Monde
L’ancien chef du gouvernement espagnol José Luis Rodriguez Zapatero visé par une enquête pour trafic d’influence
L’ancien dirigeant socialiste, au pouvoir de 2004 à 2011, est soupçonné d’avoir orchestré un réseau de corruption lié au sauvetage public d’une compagnie aérienne en 2021. Il comparaîtra le 2 juin devant le juge.
Pour la première fois dans l’histoire contemporaine de l’Espagne, un ancien président du gouvernement se retrouve directement mis en cause dans une procédure judiciaire. José Luis Rodriguez Zapatero, qui a dirigé le pays pendant deux mandats, est poursuivi pour trafic d’influence dans le cadre d’une enquête portant sur le renflouement de la compagnie aérienne Plus Ultra. L’Audience nationale, juridiction compétente pour les affaires les plus sensibles, a annoncé mardi que l’ex-Premier ministre avait été convoqué pour une audition le 2 juin. Des perquisitions ont déjà eu lieu, notamment dans ses anciens bureaux.
Le juge d’instruction José Luis Calama considère M. Zapatero comme le « chef présumé d’une structure stable et hiérarchisée de trafic d’influence ». Selon l’ordonnance, ce réseau aurait eu recours à des circuits financiers opaques pour dissimuler l’origine et la destination des fonds, et aurait perçu des pots-de-vin. Dans un message vidéo diffusé dans l’après-midi, l’ancien chef du gouvernement a fermement contesté ces accusations, affirmant avoir toujours agi dans le cadre de la loi. Il a précisé que ses activités privées et ses revenus avaient été déclarés avec une transparence totale.
L’affaire porte sur le sauvetage de Plus Ultra, une petite compagnie basée à Madrid, qui avait bénéficié d’un prêt public de 53 millions d’euros en mars 2021, en pleine pandémie de Covid-19. À l’époque, la société ne desservait que l’Équateur, le Pérou et le Venezuela. Les enquêteurs s’intéressent à une société de conseil appartenant à un proche de M. Zapatero, qui aurait servi d’intermédiaire pour le versement de commissions occultes. L’ancien dirigeant socialiste a nié avoir effectué la moindre démarche en lien avec ce renflouement.

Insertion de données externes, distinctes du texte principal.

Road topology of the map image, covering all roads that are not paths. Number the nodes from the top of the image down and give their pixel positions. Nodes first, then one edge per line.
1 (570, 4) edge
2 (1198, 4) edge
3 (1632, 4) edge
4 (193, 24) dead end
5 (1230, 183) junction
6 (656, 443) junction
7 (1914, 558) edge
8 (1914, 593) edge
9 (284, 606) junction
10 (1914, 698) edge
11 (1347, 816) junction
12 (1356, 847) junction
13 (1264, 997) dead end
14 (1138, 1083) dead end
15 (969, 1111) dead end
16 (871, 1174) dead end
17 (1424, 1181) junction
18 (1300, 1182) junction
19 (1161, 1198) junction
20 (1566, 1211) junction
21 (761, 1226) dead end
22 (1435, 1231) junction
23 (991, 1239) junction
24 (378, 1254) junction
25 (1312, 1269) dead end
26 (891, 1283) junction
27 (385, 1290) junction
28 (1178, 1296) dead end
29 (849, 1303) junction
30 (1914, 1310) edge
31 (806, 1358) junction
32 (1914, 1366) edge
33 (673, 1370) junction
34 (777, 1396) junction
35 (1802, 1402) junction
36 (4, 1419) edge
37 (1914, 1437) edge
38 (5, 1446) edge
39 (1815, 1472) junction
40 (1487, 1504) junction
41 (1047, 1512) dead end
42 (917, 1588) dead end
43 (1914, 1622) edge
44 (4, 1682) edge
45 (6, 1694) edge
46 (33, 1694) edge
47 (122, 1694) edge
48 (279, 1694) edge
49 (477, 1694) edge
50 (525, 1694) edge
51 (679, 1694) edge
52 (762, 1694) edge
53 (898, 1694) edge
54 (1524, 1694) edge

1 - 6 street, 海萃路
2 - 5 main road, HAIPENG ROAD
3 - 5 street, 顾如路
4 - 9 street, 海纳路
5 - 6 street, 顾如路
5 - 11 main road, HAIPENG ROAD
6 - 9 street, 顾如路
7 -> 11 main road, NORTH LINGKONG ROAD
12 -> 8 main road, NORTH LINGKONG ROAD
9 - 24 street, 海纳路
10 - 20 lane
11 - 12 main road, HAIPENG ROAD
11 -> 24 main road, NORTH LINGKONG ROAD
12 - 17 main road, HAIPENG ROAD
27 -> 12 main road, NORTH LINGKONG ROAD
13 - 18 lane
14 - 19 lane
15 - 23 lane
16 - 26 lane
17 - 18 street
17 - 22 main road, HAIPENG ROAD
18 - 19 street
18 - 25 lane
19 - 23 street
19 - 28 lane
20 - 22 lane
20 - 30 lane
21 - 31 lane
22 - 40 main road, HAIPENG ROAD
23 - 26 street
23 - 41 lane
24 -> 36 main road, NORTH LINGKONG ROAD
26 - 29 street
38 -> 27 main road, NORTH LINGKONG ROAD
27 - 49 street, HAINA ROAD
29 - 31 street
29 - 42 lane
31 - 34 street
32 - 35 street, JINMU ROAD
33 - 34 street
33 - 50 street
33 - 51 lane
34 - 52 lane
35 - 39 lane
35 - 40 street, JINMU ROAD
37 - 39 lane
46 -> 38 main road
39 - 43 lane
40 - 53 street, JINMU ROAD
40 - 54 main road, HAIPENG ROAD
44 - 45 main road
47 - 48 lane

Ce sauvetage avait déjà suscité l’indignation de l’opposition de droite, qui avait souligné que la compagnie comptait parmi ses principaux actionnaires des hommes d’affaires vénézuéliens, présentés comme proches du régime de Nicolas Maduro. L’opposition avait également rappelé que le ministre des Transports de l’époque, José Luis Abalos, avait rencontré à Madrid la numéro deux du gouvernement vénézuélien, Delcy Rodriguez, alors interdite d’entrée dans l’Union européenne.
La mise en cause de l’ancien Premier ministre a provoqué des réactions vives. Le Parti populaire, principale formation de droite, a ironisé en qualifiant M. Zapatero de « muse du sanchisme », en référence au nom donné à la ligne politique de l’actuel chef du gouvernement, Pedro Sánchez. Le PP a accusé les deux hommes d’avoir utilisé leur entourage familial pour s’enrichir. La porte-parole du gouvernement, Elma Saiz, a pour sa part défendu l’ex-dirigeant, dénonçant la rancœur de la droite à son égard et appelant au respect de la présomption d’innocence.
Cette nouvelle procédure intervient alors que plusieurs proches de Pedro Sánchez sont également sous le coup d’enquêtes judiciaires. Son ancien bras droit José Luis Abalos, son frère David, qui sera prochainement jugé pour trafic d’influence, et son épouse Begoña Gómez, susceptible d’être convoquée pour corruption, sont tous concernés. Aucun ancien chef de gouvernement n’avait jusqu’à présent été poursuivi en Espagne, même si plusieurs d’entre eux, dont Pedro Sánchez, Mariano Rajoy ou José Maria Aznar, ont déjà été entendus dans le cadre d’enquêtes ou de procès.